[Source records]

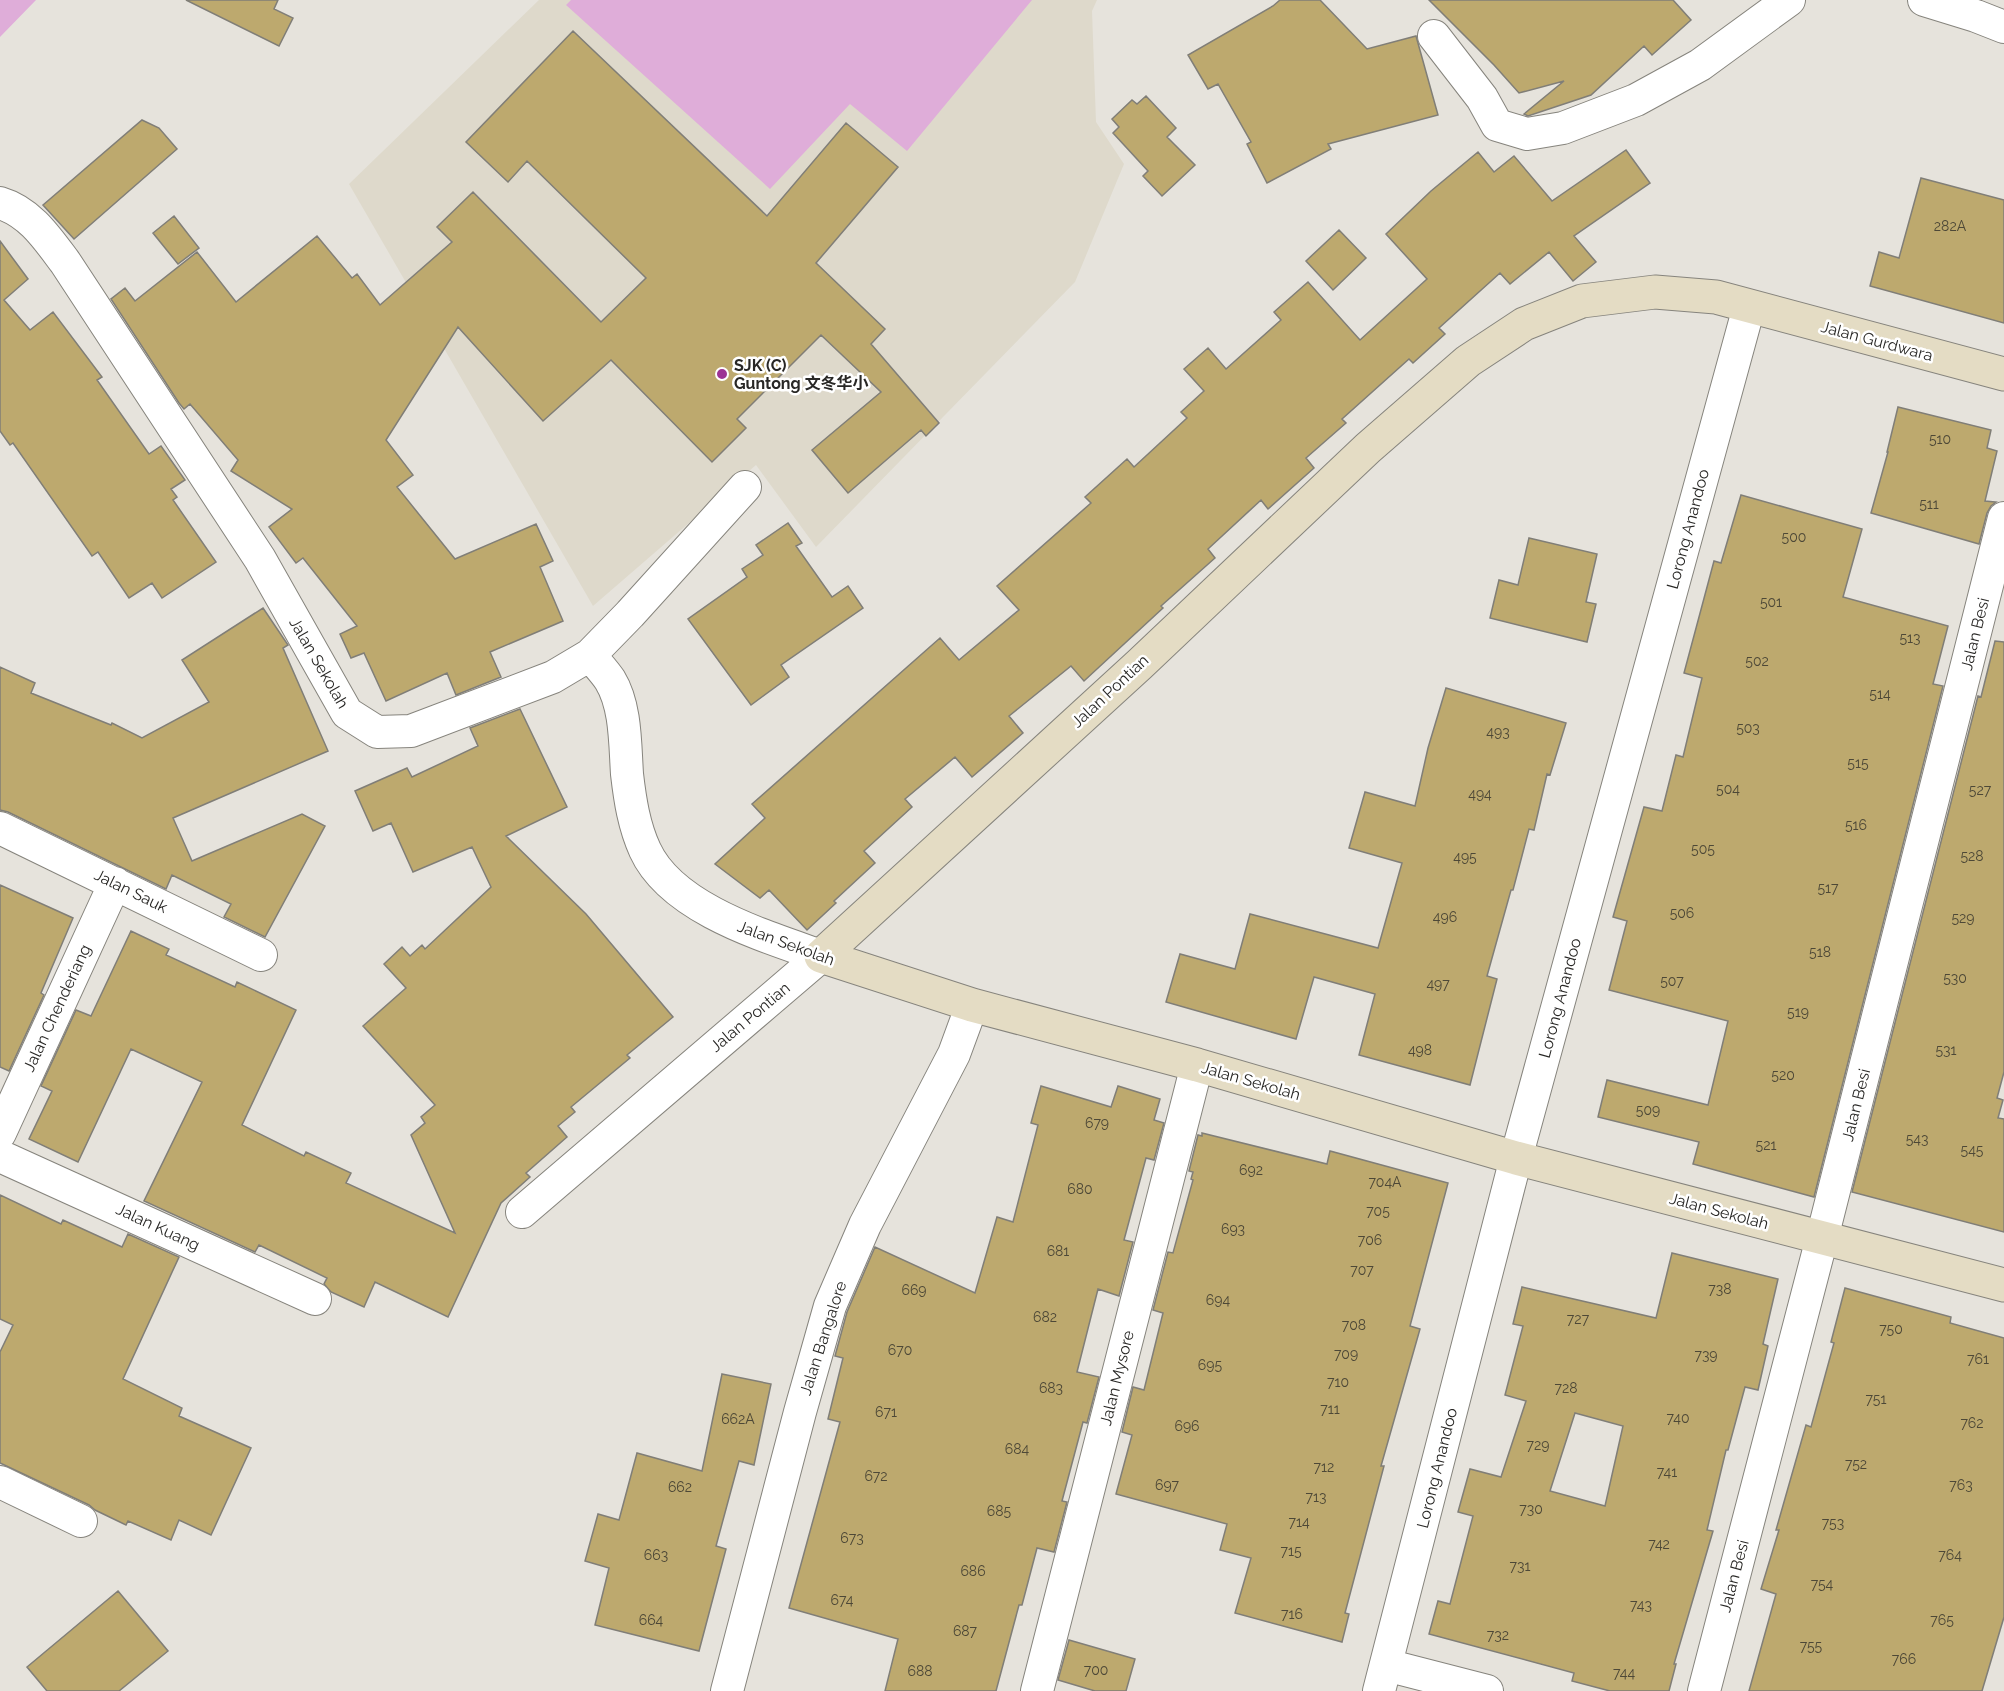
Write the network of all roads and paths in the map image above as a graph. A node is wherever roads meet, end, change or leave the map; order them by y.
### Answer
1 (1789, 0) edge
2 (1924, 0) edge
3 (2004, 27) edge
4 (1434, 36) dead end
5 (0, 203) edge
6 (1749, 306) junction
7 (2004, 374) edge
8 (745, 487) dead end
9 (2004, 518) edge
10 (590, 655) junction
11 (0, 828) edge
12 (115, 883) junction
13 (261, 955) dead end
14 (821, 957) junction
15 (972, 1005) junction
16 (1197, 1065) junction
17 (0, 1133) edge
18 (0, 1156) edge
19 (1516, 1158) junction
20 (522, 1212) dead end
21 (1822, 1238) junction
22 (2004, 1285) edge
23 (315, 1299) dead end
24 (0, 1482) edge
25 (81, 1521) dead end
26 (1382, 1678) edge
27 (727, 1691) edge
28 (1037, 1691) edge
29 (1487, 1691) edge
30 (1704, 1691) edge

1 - 4 street
2 - 3 street
5 - 10 street, Jalan Sekolah
6 - 7 street, Jalan Gurdwara
6 - 14 street, Jalan Pontian
6 - 19 street, Lorong Anandoo
8 - 10 street
9 - 21 street, Jalan Besi
10 - 14 street, Jalan Sekolah
11 - 12 street, Jalan Sauk
12 - 13 street, Jalan Sauk
12 - 17 street, Jalan Chenderiang
14 - 15 street, Jalan Sekolah
14 - 20 street, Jalan Pontian
15 - 16 street, Jalan Sekolah
15 - 27 street, Jalan Bangalore
16 - 19 street, Jalan Sekolah
16 - 28 street, Jalan Mysore
18 - 23 street, Jalan Kuang
19 - 21 street, Jalan Sekolah
19 - 26 street, Lorong Anandoo
21 - 22 street, Jalan Sekolah
21 - 30 street, Jalan Besi
24 - 25 street
26 - 29 street

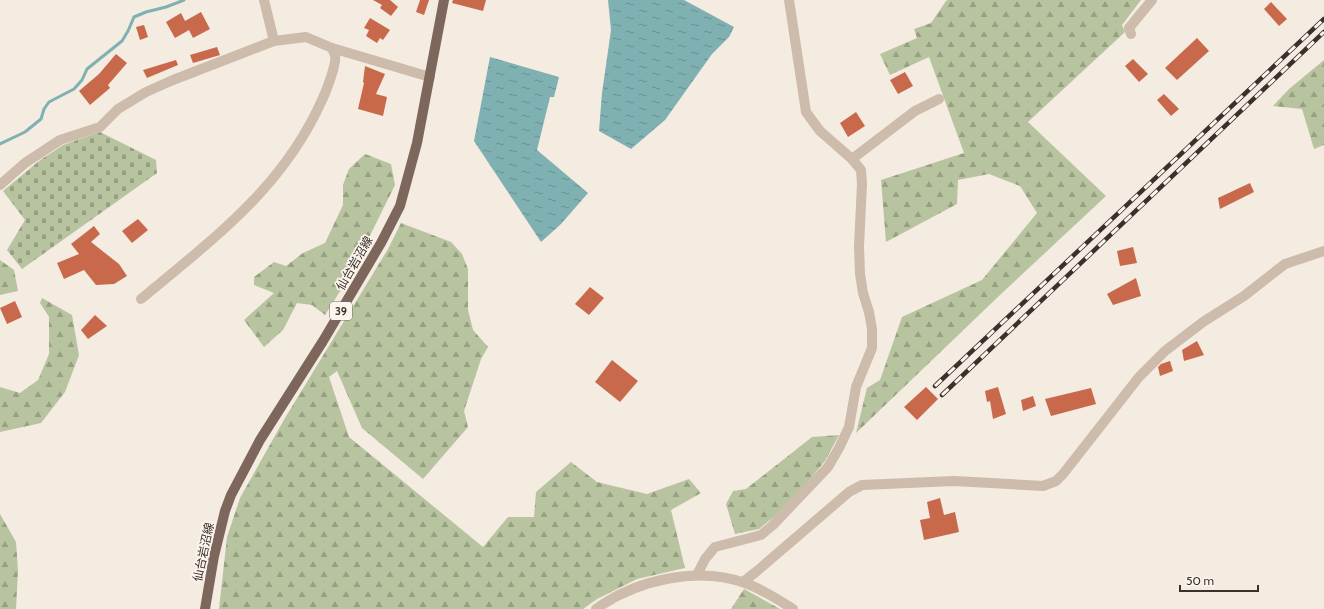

» TASK INSTRUCTIONS:
Once you find the string "Anandoo" in a line of the records, copy that line.

» RESULT FOR THIS TASK:
6 - 19 street, Lorong Anandoo
19 - 26 street, Lorong Anandoo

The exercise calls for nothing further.